- **Exercise goal**: Please find every line in the records below that contains the word "numbered", and copy it.

==== Material provided ====

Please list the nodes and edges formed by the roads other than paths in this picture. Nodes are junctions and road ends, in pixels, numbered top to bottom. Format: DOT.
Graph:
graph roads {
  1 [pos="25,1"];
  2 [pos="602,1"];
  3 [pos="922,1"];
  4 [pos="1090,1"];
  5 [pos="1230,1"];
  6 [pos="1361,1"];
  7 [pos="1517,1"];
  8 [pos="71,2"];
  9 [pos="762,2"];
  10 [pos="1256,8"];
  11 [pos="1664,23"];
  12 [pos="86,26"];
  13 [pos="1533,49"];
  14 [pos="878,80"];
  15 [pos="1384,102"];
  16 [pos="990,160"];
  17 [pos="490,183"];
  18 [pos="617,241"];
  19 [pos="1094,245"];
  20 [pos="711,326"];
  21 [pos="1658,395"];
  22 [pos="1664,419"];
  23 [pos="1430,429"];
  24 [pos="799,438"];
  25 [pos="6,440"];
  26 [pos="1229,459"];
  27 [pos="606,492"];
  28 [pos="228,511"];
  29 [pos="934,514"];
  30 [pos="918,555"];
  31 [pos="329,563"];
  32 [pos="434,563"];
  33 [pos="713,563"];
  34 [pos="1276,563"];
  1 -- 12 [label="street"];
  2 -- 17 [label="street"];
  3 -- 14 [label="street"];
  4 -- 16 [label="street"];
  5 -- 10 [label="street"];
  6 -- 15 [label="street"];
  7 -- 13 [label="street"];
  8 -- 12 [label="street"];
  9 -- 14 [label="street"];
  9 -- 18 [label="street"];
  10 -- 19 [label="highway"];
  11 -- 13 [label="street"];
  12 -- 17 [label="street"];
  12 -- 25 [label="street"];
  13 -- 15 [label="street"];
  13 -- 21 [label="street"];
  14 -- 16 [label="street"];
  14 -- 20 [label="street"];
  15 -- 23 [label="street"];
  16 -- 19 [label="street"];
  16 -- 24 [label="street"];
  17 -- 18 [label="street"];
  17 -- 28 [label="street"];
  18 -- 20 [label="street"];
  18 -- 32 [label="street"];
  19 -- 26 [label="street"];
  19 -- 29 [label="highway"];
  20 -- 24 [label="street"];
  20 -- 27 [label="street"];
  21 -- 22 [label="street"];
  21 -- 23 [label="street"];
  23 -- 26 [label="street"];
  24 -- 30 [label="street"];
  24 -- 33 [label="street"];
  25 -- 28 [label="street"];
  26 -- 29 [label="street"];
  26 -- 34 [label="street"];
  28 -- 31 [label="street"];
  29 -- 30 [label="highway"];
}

====
==== Material provided ====

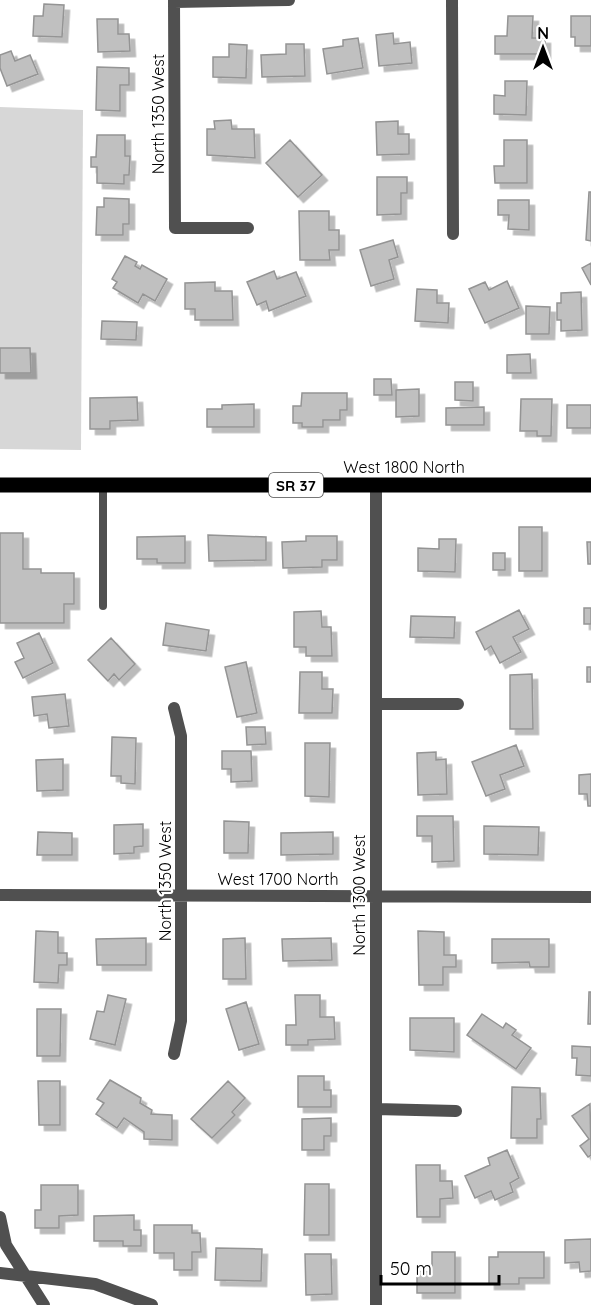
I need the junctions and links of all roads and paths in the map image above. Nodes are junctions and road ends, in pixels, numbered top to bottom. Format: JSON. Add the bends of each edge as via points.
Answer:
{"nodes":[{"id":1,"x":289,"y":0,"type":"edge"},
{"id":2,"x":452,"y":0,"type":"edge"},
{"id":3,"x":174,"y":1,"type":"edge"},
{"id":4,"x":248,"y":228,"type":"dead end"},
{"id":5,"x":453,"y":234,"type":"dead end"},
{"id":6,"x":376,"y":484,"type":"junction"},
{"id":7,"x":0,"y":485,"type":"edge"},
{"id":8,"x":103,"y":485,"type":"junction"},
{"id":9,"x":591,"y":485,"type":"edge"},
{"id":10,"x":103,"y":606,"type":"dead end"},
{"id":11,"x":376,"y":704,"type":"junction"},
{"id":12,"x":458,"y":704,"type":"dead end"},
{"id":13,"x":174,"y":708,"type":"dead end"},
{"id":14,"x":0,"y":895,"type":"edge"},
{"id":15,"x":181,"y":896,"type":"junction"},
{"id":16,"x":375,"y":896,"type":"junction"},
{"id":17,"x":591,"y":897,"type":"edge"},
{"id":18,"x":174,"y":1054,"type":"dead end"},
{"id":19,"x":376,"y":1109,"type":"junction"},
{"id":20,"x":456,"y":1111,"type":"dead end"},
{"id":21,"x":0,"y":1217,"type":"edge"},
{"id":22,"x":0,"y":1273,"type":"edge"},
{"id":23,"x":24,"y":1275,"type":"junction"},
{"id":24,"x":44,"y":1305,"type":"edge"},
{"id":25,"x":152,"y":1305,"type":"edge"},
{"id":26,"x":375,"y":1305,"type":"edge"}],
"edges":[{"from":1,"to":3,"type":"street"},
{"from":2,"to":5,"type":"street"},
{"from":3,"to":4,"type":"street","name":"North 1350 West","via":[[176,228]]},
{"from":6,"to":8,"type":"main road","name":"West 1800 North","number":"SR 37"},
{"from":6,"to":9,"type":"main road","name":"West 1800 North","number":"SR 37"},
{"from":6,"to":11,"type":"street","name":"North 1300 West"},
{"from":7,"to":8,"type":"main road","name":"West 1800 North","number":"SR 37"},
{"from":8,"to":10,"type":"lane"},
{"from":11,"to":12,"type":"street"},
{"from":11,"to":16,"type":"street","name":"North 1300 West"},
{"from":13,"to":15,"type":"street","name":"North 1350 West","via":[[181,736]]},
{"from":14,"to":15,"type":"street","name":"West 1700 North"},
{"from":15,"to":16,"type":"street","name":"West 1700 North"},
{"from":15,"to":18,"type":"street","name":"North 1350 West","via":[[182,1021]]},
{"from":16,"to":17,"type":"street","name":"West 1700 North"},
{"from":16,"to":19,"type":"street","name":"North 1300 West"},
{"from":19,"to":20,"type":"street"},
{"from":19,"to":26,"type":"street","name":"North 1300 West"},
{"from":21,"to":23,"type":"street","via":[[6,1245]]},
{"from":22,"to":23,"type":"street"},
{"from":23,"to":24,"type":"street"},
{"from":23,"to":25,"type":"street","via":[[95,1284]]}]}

====

- **Answer for this exercise**:
Please list the nodes and edges formed by the roads other than paths in this picture. Nodes are junctions and road ends, in pixels, numbered top to bottom. Format: DOT.
I need the junctions and links of all roads and paths in the map image above. Nodes are junctions and road ends, in pixels, numbered top to bottom. Format: JSON. Add the bends of each edge as via points.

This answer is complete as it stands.